So, I did.  I called a Sears store.  The line was busy.  I redialed.  The line was busy.  I redialed eight times.  The line rang.  I told Sears Store Man the problem and what Installation Department Human had said.  Sears Store Man’s reaction?  “That’s insane.  Call this number.”  The number I got?

The “customer solutions” number.

I went back to the Sears website and could not find this number anywhere which only makes sense if you are actively against providing solutions for your customers.  The plot thickened.

I called customer solutions, and after a seven minute wait (you see how this works? the closer to Olympus, the steeper the climb), I got Customer Solutions Human.  I explained the situation.  Customer Solutions Human said that because I ordered it online (yes!) I would have to be transferred to the Online Purchasing Department (what?!  no!  crap!  not them again!  I have so many plans for the rest of my life!) but in case that didn’t work, here was the number for…wait for it…

Online Customer Solutions.

WHAT.

So I was transferred back to the Online Purchasing Department.  Which is when I met Cody.  Cody is a real, honest to god, human.  Cody is not Online Purchasing Department Human.  Cody is like me – he has hopes and dreams, likes and dislikes, and a healthy respect for the uses of freon and time.  Cody got me.  I spent 53 minutes and 17 seconds on the phone with Cody.  Here is roughly a transcript of what happened after I described the problem.

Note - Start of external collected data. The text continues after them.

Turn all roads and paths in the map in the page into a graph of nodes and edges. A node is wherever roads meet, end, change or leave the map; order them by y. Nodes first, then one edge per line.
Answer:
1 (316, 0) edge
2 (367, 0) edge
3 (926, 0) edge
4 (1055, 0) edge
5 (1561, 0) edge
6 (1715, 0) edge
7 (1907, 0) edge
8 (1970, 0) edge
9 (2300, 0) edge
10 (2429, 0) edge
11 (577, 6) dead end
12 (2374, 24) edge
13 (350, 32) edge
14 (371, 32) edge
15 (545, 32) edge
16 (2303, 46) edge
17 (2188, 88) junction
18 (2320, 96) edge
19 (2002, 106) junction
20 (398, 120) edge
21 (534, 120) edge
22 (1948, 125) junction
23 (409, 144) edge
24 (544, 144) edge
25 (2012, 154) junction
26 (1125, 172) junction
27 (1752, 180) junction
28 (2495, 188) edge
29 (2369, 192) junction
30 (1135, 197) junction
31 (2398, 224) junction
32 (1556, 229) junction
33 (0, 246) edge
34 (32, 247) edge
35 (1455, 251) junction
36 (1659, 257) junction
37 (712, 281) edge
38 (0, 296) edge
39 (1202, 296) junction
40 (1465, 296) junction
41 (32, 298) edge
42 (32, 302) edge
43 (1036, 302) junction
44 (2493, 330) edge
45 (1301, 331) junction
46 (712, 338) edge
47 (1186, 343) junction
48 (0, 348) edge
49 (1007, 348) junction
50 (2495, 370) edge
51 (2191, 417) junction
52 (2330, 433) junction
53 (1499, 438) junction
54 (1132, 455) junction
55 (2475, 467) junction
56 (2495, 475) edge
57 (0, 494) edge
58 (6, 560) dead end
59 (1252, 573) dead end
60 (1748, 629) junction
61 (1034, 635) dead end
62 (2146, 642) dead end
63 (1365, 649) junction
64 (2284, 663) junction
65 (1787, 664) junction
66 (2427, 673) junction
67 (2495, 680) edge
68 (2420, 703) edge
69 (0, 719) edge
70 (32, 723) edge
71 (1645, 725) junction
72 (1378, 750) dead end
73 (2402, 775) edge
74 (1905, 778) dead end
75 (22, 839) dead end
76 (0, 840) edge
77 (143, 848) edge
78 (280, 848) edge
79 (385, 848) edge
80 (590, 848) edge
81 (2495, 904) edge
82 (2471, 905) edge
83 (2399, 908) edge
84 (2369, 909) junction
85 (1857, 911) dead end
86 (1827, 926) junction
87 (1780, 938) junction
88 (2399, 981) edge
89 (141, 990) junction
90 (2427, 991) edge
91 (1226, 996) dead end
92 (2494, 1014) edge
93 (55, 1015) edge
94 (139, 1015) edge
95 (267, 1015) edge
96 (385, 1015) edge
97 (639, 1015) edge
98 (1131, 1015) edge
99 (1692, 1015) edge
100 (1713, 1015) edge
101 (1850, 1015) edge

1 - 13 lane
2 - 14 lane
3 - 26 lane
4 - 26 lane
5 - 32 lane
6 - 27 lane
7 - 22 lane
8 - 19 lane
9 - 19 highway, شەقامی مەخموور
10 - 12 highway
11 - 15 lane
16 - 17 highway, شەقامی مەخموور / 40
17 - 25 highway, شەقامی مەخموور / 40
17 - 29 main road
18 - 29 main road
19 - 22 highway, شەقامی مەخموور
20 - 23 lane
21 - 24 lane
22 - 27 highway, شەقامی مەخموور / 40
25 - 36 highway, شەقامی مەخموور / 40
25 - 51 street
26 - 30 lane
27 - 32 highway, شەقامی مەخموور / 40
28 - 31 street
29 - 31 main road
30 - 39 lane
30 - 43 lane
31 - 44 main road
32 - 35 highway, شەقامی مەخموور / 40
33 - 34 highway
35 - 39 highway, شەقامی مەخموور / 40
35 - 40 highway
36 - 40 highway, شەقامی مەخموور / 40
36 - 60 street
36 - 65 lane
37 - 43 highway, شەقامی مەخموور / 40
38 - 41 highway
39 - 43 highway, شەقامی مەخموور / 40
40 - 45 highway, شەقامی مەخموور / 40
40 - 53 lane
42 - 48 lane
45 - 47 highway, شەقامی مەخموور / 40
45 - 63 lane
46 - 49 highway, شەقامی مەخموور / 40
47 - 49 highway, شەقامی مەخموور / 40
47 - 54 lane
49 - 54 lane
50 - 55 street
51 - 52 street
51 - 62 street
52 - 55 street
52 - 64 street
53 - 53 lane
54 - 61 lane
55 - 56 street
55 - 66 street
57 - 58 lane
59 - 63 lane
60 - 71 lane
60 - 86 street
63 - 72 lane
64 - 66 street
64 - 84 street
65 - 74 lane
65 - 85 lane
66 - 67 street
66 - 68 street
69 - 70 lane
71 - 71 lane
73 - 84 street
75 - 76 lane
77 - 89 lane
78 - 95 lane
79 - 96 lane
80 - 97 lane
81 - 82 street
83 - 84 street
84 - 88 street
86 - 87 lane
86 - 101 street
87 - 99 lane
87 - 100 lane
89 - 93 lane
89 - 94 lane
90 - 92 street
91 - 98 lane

Me: “So, how can I solve this problem?”

Cody: “Well, let me pull up your records and take a look.  Would you mind if I put you on a brief hold?”

Me: “Sure, go ahead.”

— doooo dooddoe n doot dee dooo…—

Cody: “I can’t find any record of your online purchase, which is weird.”

Me: “That is weird.”

Cody: “Can I have your order number?”

Me: “Yep.  It’s **********.”

Cody: “Thanks.  Would you mind if I put you on a brief hold?”

Me: “Sure, go ahead.”

— doooo dooddoe n doot dee dooo…—

Cody: “Thanks for waiting.  Here is it.  So here’s the problem: because the AC was picked up at a warehouse and delivered by UPS, that’s why they told you you’d have to bring it back to a Sears store.”

Me: “Wait…isn’t that what always happens?  With literally everything you sell online?  UPS picks it up from a warehouse and brings it to the person who ordered it?”

Cody: “Yep.”

Me: “So…if this is standard operating procedure, how is this a problem?  Because I wouldn’t have to pull my fridge from the wall, rent a truck, put it in a truck, and drive it to a store to get it fixed.”

Cody: “Yeah…that’s true…  Would you mind if I put you on a brief hold?”

Me: “Sure, go ahead.”

— doooo dooddoe n doot dee dooo…—

Cody: “Thanks for waiting.  So I spoke to the installation department and the online services department, and I’m sending someone to uninstall the unit for you, for free, and once that’s done, give me a call, and I’ll have UPS come pick it up for you.  How’s that?”

Me: “That’s great, Cody, thanks a lot.”

Cody: “You bet.”

God bless you, Cody, wherever and whoever you are.

And now, since that all took up half of my work day, I will now go about doing the work I had to do during the daylight hours before I go to sleep tonight.  Which, in fact, is what “hora decubitus” means in Latin.  (See?  I always tie it together.)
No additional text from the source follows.